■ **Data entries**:
================
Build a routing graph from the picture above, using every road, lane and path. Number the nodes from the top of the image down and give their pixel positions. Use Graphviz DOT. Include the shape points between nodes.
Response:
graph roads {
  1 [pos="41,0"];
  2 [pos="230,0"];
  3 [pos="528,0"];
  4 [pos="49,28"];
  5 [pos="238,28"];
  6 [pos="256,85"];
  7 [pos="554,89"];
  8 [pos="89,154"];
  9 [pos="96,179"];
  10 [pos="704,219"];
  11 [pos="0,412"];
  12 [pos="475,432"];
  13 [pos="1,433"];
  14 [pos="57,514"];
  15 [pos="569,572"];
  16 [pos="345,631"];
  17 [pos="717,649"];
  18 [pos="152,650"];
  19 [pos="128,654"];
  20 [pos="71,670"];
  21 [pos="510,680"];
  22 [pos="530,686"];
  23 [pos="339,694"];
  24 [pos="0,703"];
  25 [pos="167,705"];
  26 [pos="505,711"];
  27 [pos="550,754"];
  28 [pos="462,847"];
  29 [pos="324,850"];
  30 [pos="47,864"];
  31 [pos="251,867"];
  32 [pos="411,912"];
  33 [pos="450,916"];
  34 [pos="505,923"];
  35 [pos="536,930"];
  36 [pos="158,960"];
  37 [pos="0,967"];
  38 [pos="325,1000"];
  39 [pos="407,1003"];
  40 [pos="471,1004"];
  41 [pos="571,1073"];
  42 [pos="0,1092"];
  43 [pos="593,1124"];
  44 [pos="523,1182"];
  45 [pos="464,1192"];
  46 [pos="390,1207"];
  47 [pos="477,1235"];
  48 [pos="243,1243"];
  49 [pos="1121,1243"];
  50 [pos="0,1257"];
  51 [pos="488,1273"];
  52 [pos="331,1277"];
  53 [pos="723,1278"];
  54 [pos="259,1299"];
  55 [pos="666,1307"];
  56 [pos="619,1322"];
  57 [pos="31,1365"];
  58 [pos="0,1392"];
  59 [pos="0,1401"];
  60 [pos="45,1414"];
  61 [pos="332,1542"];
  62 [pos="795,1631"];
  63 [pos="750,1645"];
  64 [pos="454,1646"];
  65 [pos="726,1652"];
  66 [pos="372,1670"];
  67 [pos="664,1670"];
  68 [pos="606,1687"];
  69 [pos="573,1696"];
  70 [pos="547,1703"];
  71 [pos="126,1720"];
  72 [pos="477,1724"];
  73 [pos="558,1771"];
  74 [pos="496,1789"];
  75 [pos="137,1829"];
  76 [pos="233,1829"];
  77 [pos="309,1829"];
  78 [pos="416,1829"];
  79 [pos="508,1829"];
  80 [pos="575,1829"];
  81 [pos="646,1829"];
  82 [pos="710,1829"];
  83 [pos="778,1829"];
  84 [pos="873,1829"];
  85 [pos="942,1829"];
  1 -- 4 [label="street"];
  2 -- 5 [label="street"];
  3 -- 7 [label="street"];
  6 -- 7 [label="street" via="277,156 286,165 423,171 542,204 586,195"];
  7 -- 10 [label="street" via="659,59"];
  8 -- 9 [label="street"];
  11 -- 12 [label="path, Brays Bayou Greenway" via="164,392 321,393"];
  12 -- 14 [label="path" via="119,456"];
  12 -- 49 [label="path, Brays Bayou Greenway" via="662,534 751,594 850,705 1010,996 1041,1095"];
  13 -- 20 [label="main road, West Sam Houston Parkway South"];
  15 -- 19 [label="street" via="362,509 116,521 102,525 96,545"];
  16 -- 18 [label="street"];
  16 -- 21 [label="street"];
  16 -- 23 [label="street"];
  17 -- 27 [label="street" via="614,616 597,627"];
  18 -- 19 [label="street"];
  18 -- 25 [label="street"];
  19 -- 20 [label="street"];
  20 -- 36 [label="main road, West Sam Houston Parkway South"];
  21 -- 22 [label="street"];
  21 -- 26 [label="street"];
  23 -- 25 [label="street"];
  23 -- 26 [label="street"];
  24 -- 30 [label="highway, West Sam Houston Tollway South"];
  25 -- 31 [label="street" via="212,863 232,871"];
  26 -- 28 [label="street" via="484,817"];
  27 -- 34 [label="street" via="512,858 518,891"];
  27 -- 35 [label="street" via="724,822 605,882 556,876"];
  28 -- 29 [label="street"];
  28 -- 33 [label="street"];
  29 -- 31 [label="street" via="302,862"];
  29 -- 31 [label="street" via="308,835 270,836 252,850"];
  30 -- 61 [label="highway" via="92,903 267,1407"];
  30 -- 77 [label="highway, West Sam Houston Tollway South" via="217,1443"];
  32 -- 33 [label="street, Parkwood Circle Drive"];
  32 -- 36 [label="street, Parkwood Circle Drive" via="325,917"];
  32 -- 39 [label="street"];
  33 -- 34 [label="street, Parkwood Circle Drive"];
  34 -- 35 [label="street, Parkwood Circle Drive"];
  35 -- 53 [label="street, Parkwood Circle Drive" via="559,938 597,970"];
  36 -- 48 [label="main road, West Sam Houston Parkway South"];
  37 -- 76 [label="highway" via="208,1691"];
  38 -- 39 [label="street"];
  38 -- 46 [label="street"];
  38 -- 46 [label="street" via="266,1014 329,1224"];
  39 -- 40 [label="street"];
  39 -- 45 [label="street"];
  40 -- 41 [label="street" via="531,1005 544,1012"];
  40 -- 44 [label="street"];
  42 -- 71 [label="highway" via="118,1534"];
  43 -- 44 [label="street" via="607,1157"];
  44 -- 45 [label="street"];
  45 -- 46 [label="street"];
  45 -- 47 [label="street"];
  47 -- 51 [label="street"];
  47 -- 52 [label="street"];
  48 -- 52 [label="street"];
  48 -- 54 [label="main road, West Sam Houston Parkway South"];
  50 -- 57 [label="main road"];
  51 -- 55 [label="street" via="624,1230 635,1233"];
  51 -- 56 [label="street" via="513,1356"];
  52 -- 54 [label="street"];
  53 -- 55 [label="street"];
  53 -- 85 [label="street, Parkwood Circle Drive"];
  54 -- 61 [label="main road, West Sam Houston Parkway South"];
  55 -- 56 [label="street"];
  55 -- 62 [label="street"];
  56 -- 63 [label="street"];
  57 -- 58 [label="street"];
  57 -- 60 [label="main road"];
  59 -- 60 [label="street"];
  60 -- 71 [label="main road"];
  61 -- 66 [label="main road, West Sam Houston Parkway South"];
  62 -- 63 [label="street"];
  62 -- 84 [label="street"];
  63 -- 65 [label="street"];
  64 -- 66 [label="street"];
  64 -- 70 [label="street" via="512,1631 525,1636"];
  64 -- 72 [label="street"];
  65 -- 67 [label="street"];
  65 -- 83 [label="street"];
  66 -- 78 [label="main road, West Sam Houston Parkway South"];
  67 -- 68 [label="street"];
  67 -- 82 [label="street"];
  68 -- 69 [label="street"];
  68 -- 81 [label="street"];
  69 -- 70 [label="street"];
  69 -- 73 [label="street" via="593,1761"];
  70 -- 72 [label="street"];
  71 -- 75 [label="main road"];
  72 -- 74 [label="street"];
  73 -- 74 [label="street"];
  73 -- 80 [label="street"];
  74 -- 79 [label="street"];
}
================
■ **What to do**: All records above need to be set down again exactly as written.

■ **Answer section**:
Build a routing graph from the picture above, using every road, lane and path. Number the nodes from the top of the image down and give their pixel positions. Use Graphviz DOT. Include the shape points between nodes.
Response:
graph roads {
  1 [pos="41,0"];
  2 [pos="230,0"];
  3 [pos="528,0"];
  4 [pos="49,28"];
  5 [pos="238,28"];
  6 [pos="256,85"];
  7 [pos="554,89"];
  8 [pos="89,154"];
  9 [pos="96,179"];
  10 [pos="704,219"];
  11 [pos="0,412"];
  12 [pos="475,432"];
  13 [pos="1,433"];
  14 [pos="57,514"];
  15 [pos="569,572"];
  16 [pos="345,631"];
  17 [pos="717,649"];
  18 [pos="152,650"];
  19 [pos="128,654"];
  20 [pos="71,670"];
  21 [pos="510,680"];
  22 [pos="530,686"];
  23 [pos="339,694"];
  24 [pos="0,703"];
  25 [pos="167,705"];
  26 [pos="505,711"];
  27 [pos="550,754"];
  28 [pos="462,847"];
  29 [pos="324,850"];
  30 [pos="47,864"];
  31 [pos="251,867"];
  32 [pos="411,912"];
  33 [pos="450,916"];
  34 [pos="505,923"];
  35 [pos="536,930"];
  36 [pos="158,960"];
  37 [pos="0,967"];
  38 [pos="325,1000"];
  39 [pos="407,1003"];
  40 [pos="471,1004"];
  41 [pos="571,1073"];
  42 [pos="0,1092"];
  43 [pos="593,1124"];
  44 [pos="523,1182"];
  45 [pos="464,1192"];
  46 [pos="390,1207"];
  47 [pos="477,1235"];
  48 [pos="243,1243"];
  49 [pos="1121,1243"];
  50 [pos="0,1257"];
  51 [pos="488,1273"];
  52 [pos="331,1277"];
  53 [pos="723,1278"];
  54 [pos="259,1299"];
  55 [pos="666,1307"];
  56 [pos="619,1322"];
  57 [pos="31,1365"];
  58 [pos="0,1392"];
  59 [pos="0,1401"];
  60 [pos="45,1414"];
  61 [pos="332,1542"];
  62 [pos="795,1631"];
  63 [pos="750,1645"];
  64 [pos="454,1646"];
  65 [pos="726,1652"];
  66 [pos="372,1670"];
  67 [pos="664,1670"];
  68 [pos="606,1687"];
  69 [pos="573,1696"];
  70 [pos="547,1703"];
  71 [pos="126,1720"];
  72 [pos="477,1724"];
  73 [pos="558,1771"];
  74 [pos="496,1789"];
  75 [pos="137,1829"];
  76 [pos="233,1829"];
  77 [pos="309,1829"];
  78 [pos="416,1829"];
  79 [pos="508,1829"];
  80 [pos="575,1829"];
  81 [pos="646,1829"];
  82 [pos="710,1829"];
  83 [pos="778,1829"];
  84 [pos="873,1829"];
  85 [pos="942,1829"];
  1 -- 4 [label="street"];
  2 -- 5 [label="street"];
  3 -- 7 [label="street"];
  6 -- 7 [label="street" via="277,156 286,165 423,171 542,204 586,195"];
  7 -- 10 [label="street" via="659,59"];
  8 -- 9 [label="street"];
  11 -- 12 [label="path, Brays Bayou Greenway" via="164,392 321,393"];
  12 -- 14 [label="path" via="119,456"];
  12 -- 49 [label="path, Brays Bayou Greenway" via="662,534 751,594 850,705 1010,996 1041,1095"];
  13 -- 20 [label="main road, West Sam Houston Parkway South"];
  15 -- 19 [label="street" via="362,509 116,521 102,525 96,545"];
  16 -- 18 [label="street"];
  16 -- 21 [label="street"];
  16 -- 23 [label="street"];
  17 -- 27 [label="street" via="614,616 597,627"];
  18 -- 19 [label="street"];
  18 -- 25 [label="street"];
  19 -- 20 [label="street"];
  20 -- 36 [label="main road, West Sam Houston Parkway South"];
  21 -- 22 [label="street"];
  21 -- 26 [label="street"];
  23 -- 25 [label="street"];
  23 -- 26 [label="street"];
  24 -- 30 [label="highway, West Sam Houston Tollway South"];
  25 -- 31 [label="street" via="212,863 232,871"];
  26 -- 28 [label="street" via="484,817"];
  27 -- 34 [label="street" via="512,858 518,891"];
  27 -- 35 [label="street" via="724,822 605,882 556,876"];
  28 -- 29 [label="street"];
  28 -- 33 [label="street"];
  29 -- 31 [label="street" via="302,862"];
  29 -- 31 [label="street" via="308,835 270,836 252,850"];
  30 -- 61 [label="highway" via="92,903 267,1407"];
  30 -- 77 [label="highway, West Sam Houston Tollway South" via="217,1443"];
  32 -- 33 [label="street, Parkwood Circle Drive"];
  32 -- 36 [label="street, Parkwood Circle Drive" via="325,917"];
  32 -- 39 [label="street"];
  33 -- 34 [label="street, Parkwood Circle Drive"];
  34 -- 35 [label="street, Parkwood Circle Drive"];
  35 -- 53 [label="street, Parkwood Circle Drive" via="559,938 597,970"];
  36 -- 48 [label="main road, West Sam Houston Parkway South"];
  37 -- 76 [label="highway" via="208,1691"];
  38 -- 39 [label="street"];
  38 -- 46 [label="street"];
  38 -- 46 [label="street" via="266,1014 329,1224"];
  39 -- 40 [label="street"];
  39 -- 45 [label="street"];
  40 -- 41 [label="street" via="531,1005 544,1012"];
  40 -- 44 [label="street"];
  42 -- 71 [label="highway" via="118,1534"];
  43 -- 44 [label="street" via="607,1157"];
  44 -- 45 [label="street"];
  45 -- 46 [label="street"];
  45 -- 47 [label="street"];
  47 -- 51 [label="street"];
  47 -- 52 [label="street"];
  48 -- 52 [label="street"];
  48 -- 54 [label="main road, West Sam Houston Parkway South"];
  50 -- 57 [label="main road"];
  51 -- 55 [label="street" via="624,1230 635,1233"];
  51 -- 56 [label="street" via="513,1356"];
  52 -- 54 [label="street"];
  53 -- 55 [label="street"];
  53 -- 85 [label="street, Parkwood Circle Drive"];
  54 -- 61 [label="main road, West Sam Houston Parkway South"];
  55 -- 56 [label="street"];
  55 -- 62 [label="street"];
  56 -- 63 [label="street"];
  57 -- 58 [label="street"];
  57 -- 60 [label="main road"];
  59 -- 60 [label="street"];
  60 -- 71 [label="main road"];
  61 -- 66 [label="main road, West Sam Houston Parkway South"];
  62 -- 63 [label="street"];
  62 -- 84 [label="street"];
  63 -- 65 [label="street"];
  64 -- 66 [label="street"];
  64 -- 70 [label="street" via="512,1631 525,1636"];
  64 -- 72 [label="street"];
  65 -- 67 [label="street"];
  65 -- 83 [label="street"];
  66 -- 78 [label="main road, West Sam Houston Parkway South"];
  67 -- 68 [label="street"];
  67 -- 82 [label="street"];
  68 -- 69 [label="street"];
  68 -- 81 [label="street"];
  69 -- 70 [label="street"];
  69 -- 73 [label="street" via="593,1761"];
  70 -- 72 [label="street"];
  71 -- 75 [label="main road"];
  72 -- 74 [label="street"];
  73 -- 74 [label="street"];
  73 -- 80 [label="street"];
  74 -- 79 [label="street"];
}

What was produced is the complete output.